** Opening Exercise data block **

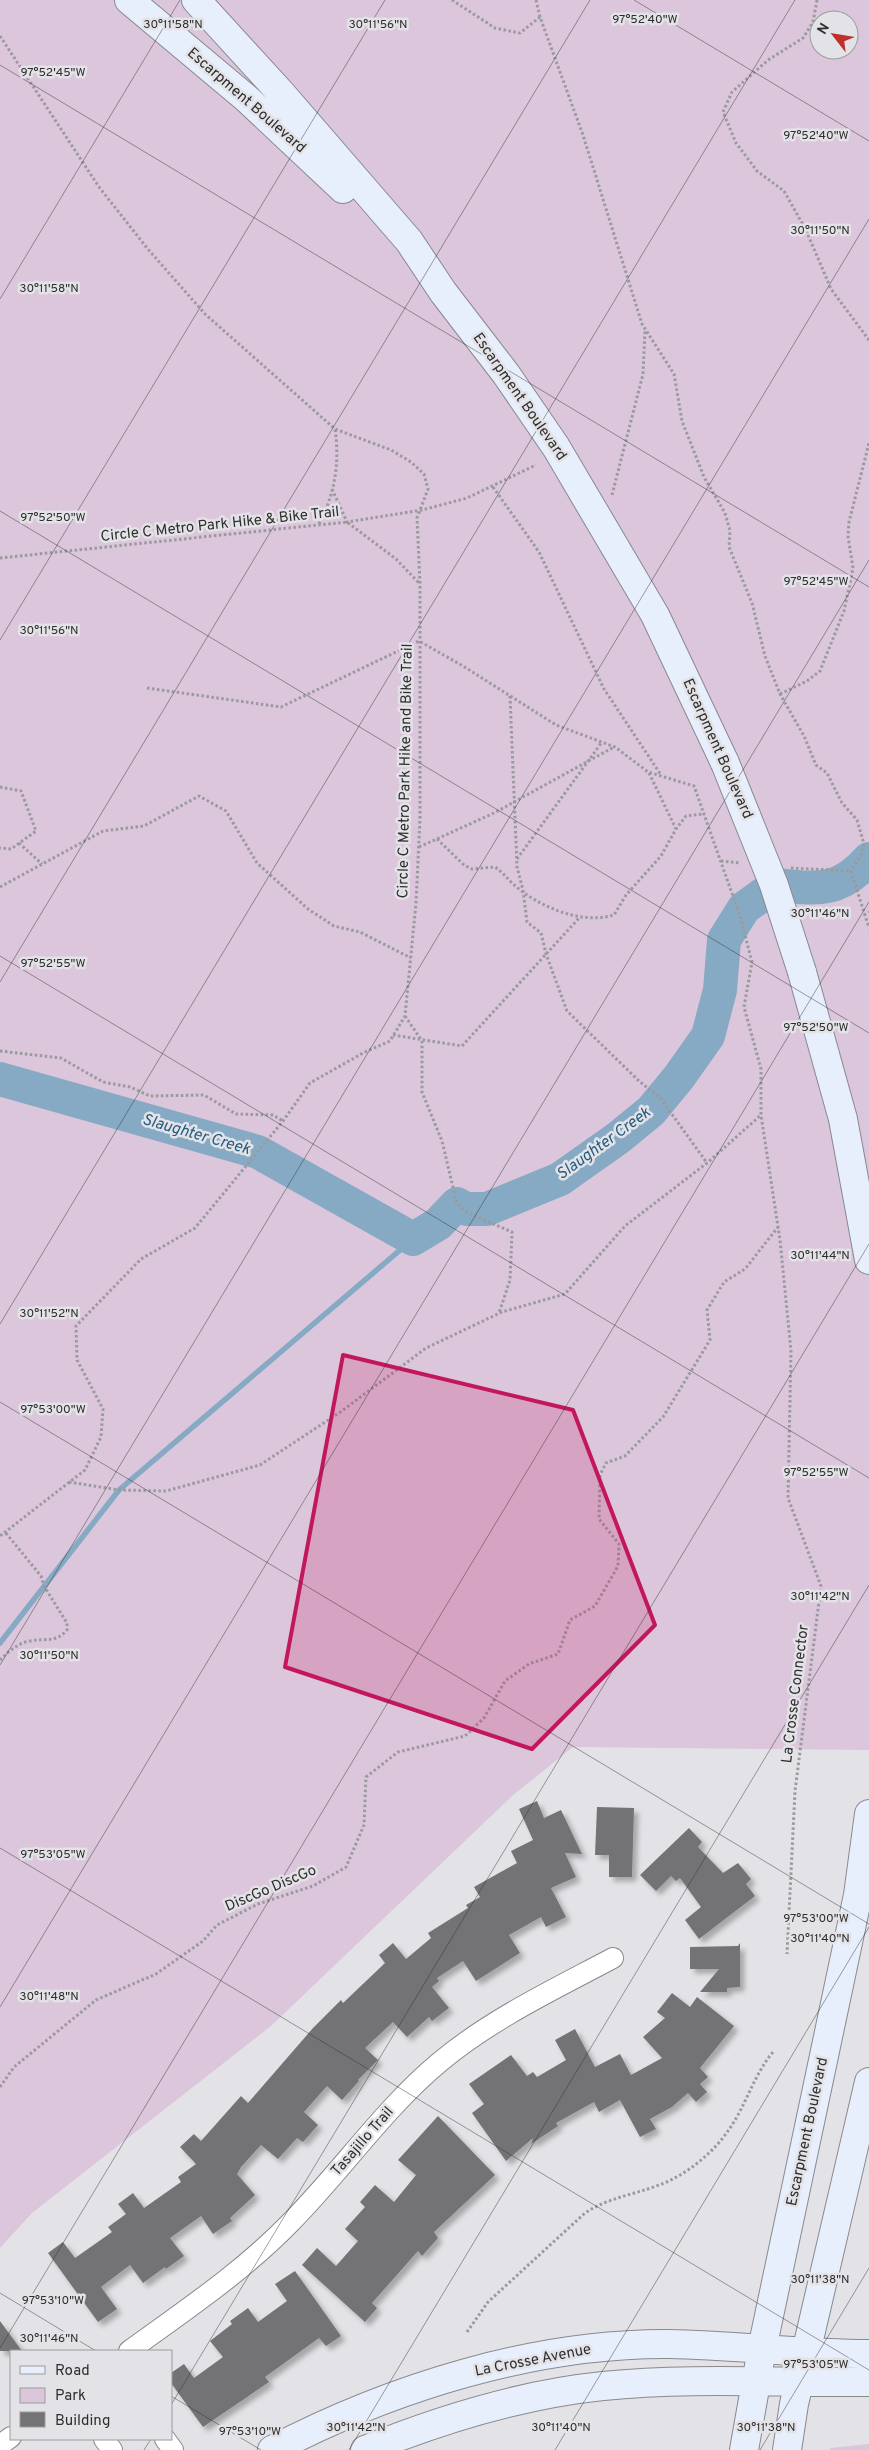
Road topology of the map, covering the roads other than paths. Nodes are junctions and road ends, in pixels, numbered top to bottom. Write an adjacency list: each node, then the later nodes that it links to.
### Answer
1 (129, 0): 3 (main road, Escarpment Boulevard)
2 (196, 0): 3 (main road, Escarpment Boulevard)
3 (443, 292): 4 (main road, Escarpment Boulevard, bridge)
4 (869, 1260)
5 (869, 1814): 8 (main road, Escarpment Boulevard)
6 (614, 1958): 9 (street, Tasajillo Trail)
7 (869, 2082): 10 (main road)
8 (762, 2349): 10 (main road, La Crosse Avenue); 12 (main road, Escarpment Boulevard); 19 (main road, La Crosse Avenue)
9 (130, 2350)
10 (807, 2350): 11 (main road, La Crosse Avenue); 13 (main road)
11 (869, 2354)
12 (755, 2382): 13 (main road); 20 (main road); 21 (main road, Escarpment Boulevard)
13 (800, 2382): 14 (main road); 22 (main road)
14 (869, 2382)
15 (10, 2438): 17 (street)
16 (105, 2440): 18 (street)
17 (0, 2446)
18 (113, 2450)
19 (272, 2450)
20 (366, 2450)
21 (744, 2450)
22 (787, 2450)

** Closing Exercise data block **

**What to work on**. A faithful copy of all the data above is required, printed exactly and with no pictures.

**Solution to this exercise**.
Road topology of the map, covering the roads other than paths. Nodes are junctions and road ends, in pixels, numbered top to bottom. Write an adjacency list: each node, then the later nodes that it links to.
### Answer
1 (129, 0): 3 (main road, Escarpment Boulevard)
2 (196, 0): 3 (main road, Escarpment Boulevard)
3 (443, 292): 4 (main road, Escarpment Boulevard, bridge)
4 (869, 1260)
5 (869, 1814): 8 (main road, Escarpment Boulevard)
6 (614, 1958): 9 (street, Tasajillo Trail)
7 (869, 2082): 10 (main road)
8 (762, 2349): 10 (main road, La Crosse Avenue); 12 (main road, Escarpment Boulevard); 19 (main road, La Crosse Avenue)
9 (130, 2350)
10 (807, 2350): 11 (main road, La Crosse Avenue); 13 (main road)
11 (869, 2354)
12 (755, 2382): 13 (main road); 20 (main road); 21 (main road, Escarpment Boulevard)
13 (800, 2382): 14 (main road); 22 (main road)
14 (869, 2382)
15 (10, 2438): 17 (street)
16 (105, 2440): 18 (street)
17 (0, 2446)
18 (113, 2450)
19 (272, 2450)
20 (366, 2450)
21 (744, 2450)
22 (787, 2450)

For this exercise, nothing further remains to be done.